▸ **YOUR GOAL**: Output each entry exactly as written.

++++ ENTRIES SUPPLIED ++++

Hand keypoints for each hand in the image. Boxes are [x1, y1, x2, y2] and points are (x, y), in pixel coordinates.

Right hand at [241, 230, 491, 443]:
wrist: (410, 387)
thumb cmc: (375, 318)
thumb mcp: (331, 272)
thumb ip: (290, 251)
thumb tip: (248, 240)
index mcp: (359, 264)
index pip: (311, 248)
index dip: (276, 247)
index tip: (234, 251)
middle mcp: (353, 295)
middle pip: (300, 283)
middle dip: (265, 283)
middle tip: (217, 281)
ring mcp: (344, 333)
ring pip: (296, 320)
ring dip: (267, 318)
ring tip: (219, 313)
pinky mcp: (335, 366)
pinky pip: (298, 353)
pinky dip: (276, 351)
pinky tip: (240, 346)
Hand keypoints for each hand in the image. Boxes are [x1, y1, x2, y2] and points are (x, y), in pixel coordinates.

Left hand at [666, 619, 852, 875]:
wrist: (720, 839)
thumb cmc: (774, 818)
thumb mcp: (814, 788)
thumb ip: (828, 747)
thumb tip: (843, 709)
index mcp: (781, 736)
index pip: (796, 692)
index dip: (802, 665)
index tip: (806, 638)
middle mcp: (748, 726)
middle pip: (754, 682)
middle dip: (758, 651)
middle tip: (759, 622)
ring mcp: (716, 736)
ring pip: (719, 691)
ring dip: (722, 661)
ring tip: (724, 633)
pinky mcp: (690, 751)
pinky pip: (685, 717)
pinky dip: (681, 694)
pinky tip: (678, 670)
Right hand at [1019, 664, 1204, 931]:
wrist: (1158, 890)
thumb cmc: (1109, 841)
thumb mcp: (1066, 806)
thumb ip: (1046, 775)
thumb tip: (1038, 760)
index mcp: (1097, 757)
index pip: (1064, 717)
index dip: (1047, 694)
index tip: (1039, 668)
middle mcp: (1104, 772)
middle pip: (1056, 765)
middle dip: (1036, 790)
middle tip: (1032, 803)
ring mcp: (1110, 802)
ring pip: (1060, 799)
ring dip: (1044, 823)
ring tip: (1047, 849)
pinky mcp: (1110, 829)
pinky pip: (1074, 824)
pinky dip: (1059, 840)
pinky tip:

++++

▸ **FINISHED TASK**:
Hand keypoints for each hand in the image. Boxes are [x1, y1, x2, y2] and points are (x, y), in pixel coordinates.

Right hand at [241, 230, 491, 443]:
wrist: (410, 387)
thumb cmc: (375, 318)
thumb mcp: (331, 272)
thumb ip: (290, 251)
thumb tip: (248, 240)
index mcp: (359, 264)
index pip: (311, 248)
index dip: (276, 247)
index tip: (234, 251)
middle mcp: (353, 295)
middle pip: (300, 283)
middle dip: (265, 283)
middle tip: (217, 281)
ring mcp: (344, 333)
ring pip: (296, 320)
ring dip: (267, 318)
ring tip: (219, 313)
pinky mcp: (335, 366)
pinky pip: (298, 353)
pinky dip: (276, 351)
pinky tip: (240, 346)
Hand keypoints for each hand in the image. Boxes are [x1, y1, x2, y2] and points are (x, y), in pixel coordinates.

Left hand at [666, 619, 852, 875]:
wrist: (720, 839)
thumb cmc: (774, 818)
thumb mcp: (814, 788)
thumb ip: (828, 747)
thumb tip: (843, 709)
index mcp: (781, 736)
index pip: (796, 692)
index dip: (802, 665)
index tip: (806, 638)
middle mcp: (748, 726)
middle pip: (754, 682)
middle dip: (758, 651)
middle tip: (759, 622)
ring mcp: (716, 736)
ring pip: (719, 691)
ring dip: (722, 661)
ring tip: (724, 633)
pinky mcp: (690, 751)
pinky pip: (685, 717)
pinky dip: (681, 694)
pinky tip: (678, 670)
Right hand at [1019, 664, 1204, 931]:
wrist: (1158, 890)
thumb cmc: (1109, 841)
thumb mcp: (1066, 806)
thumb ip: (1046, 775)
thumb tip: (1038, 760)
index mcp: (1097, 757)
index pip: (1064, 717)
index dip: (1047, 694)
index tip: (1039, 668)
middle mcp: (1104, 772)
middle pip: (1056, 765)
middle dip: (1036, 790)
middle tip: (1032, 803)
ring mcp: (1110, 802)
ring pip: (1060, 799)
ring dip: (1044, 823)
ring tip: (1047, 849)
pinky mcp: (1110, 829)
pinky pip: (1074, 824)
pinky dip: (1059, 840)
pinky tip:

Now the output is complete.